Serdyukov's comments come amid Russian efforts to keep its military supply lines open to the Middle East despite the wave of revolutions and social unrest currently sweeping the region.
A source in the Russian arms exports industry said this week that the fall of the region's regimes may see the country lose about $10 billion dollars in contracts.
Serdyukov himself confirmed that the unrest may force Russia to give up some of its Soviet-era clients in the Arab world.
"There is a chance we might lose something," the defense minister said on a visit on visit to Russia's Pacific port city of Vladivostok.
"But I hope that the main weapons and military equipment agreements will be fulfilled," Serdyukov said.
Russia's sales to Syria have come under particularly close scrutiny because of fears that Moscow may be also covertly assisting Damascus' nascent nuclear program.
The head of the country's arms export corporation in October denied that Russia had also signed an agreement to supply Syria with its latest range of MiG-31 fighter jets.

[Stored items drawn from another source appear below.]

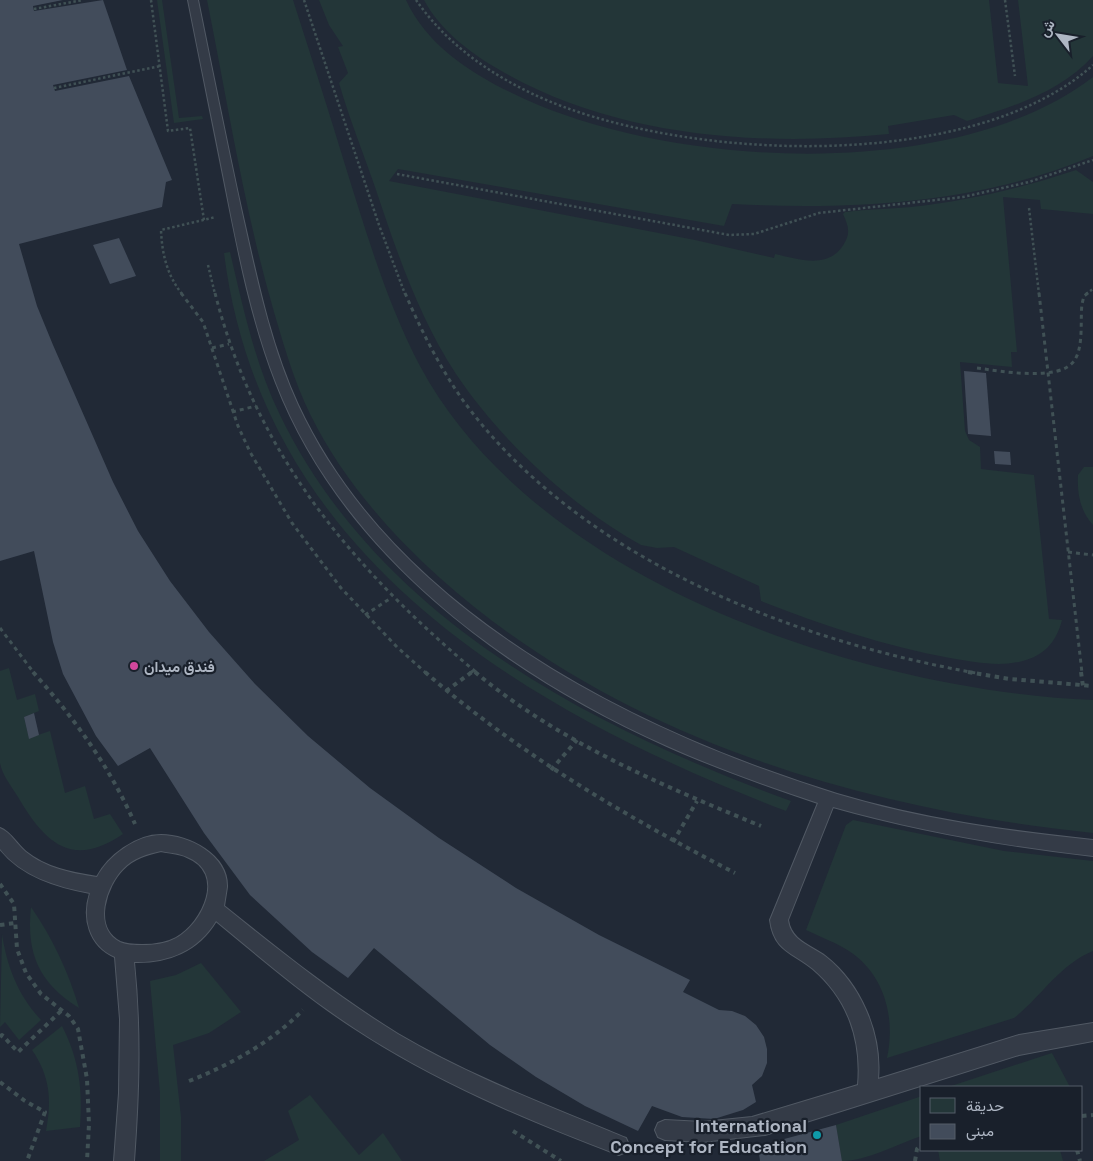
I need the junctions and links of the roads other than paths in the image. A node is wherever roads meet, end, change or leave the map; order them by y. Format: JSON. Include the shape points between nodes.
{"nodes":[{"id":1,"x":193,"y":0,"type":"edge"},
{"id":2,"x":828,"y":798,"type":"junction"},
{"id":3,"x":0,"y":836,"type":"edge"},
{"id":4,"x":1093,"y":848,"type":"edge"},
{"id":5,"x":99,"y":886,"type":"junction"},
{"id":6,"x":214,"y":909,"type":"junction"},
{"id":7,"x":124,"y":952,"type":"junction"},
{"id":8,"x":1093,"y":1032,"type":"edge"},
{"id":9,"x":867,"y":1092,"type":"junction"},
{"id":10,"x":665,"y":1130,"type":"dead end"},
{"id":11,"x":619,"y":1145,"type":"dead end"},
{"id":12,"x":124,"y":1161,"type":"edge"}],
"edges":[{"from":1,"to":2,"type":"lane","via":[[261,316],[300,422],[328,472],[353,506],[428,585],[495,639],[542,670],[646,728],[703,754]]},
{"from":2,"to":4,"type":"lane","via":[[969,832]]},
{"from":2,"to":9,"type":"lane","via":[[779,920],[786,941],[832,976],[856,1011],[868,1051],[870,1072]]},
{"from":3,"to":5,"type":"lane","via":[[22,861],[39,871],[58,879]]},
{"from":5,"to":6,"type":"lane","via":[[118,862],[145,847],[177,844],[203,855],[212,866],[218,894]]},
{"from":5,"to":7,"type":"lane","via":[[95,910],[100,932],[110,944]]},
{"from":6,"to":7,"type":"lane","via":[[193,938],[177,948],[159,954]]},
{"from":6,"to":11,"type":"lane","via":[[318,993],[385,1037],[458,1077],[554,1121]]},
{"from":7,"to":12,"type":"lane","via":[[130,1019]]},
{"from":8,"to":9,"type":"lane","via":[[1019,1045]]},
{"from":9,"to":10,"type":"lane","via":[[766,1125],[699,1134]]}]}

But the same agency confirmed in May that Russia was in the process of supplying Syria with a less advanced fighter jet version - the Mig-29 - along with short-range air defense systems and various armored vehicles.

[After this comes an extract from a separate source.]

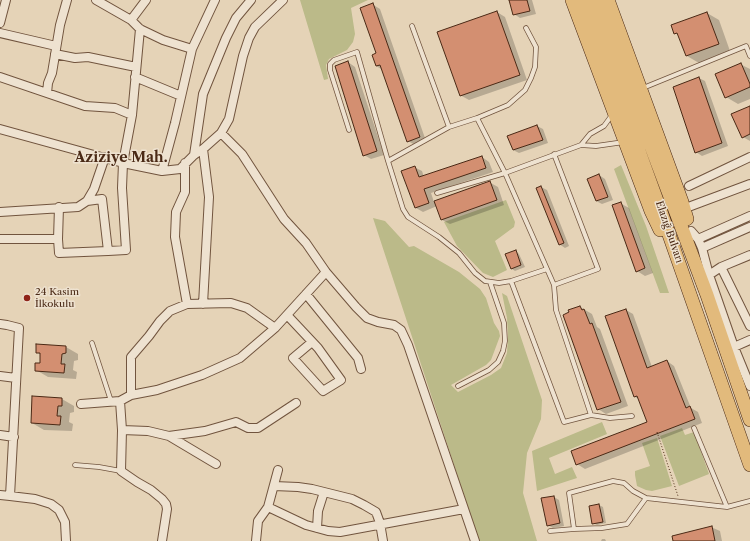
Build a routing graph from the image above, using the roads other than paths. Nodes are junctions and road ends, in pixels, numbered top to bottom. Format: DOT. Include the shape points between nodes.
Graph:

Russia is the world's second-largest arms exporter behind the United States and its sales are crucial to the country's efforts to keep alive a creaking defense industry whose reforms have dragged on for years.
The military this week announced with some fanfare the start of a $650 billion rearmament drive that will add eight nuclear submarines and hundreds of warplanes to the under-equipped force by 2020.
Serdyukov said Feb. 26 that Russia intended to arm its nuclear submarines with the high-tech Bulava long-range missiles whose deployment is being delayed by a series of embarrassing test failures.
But Russia's last two Bulava launches were successful and Serdyukov said Feb. 26 that the first new missiles would be dispatched to the country's Pacific Fleet.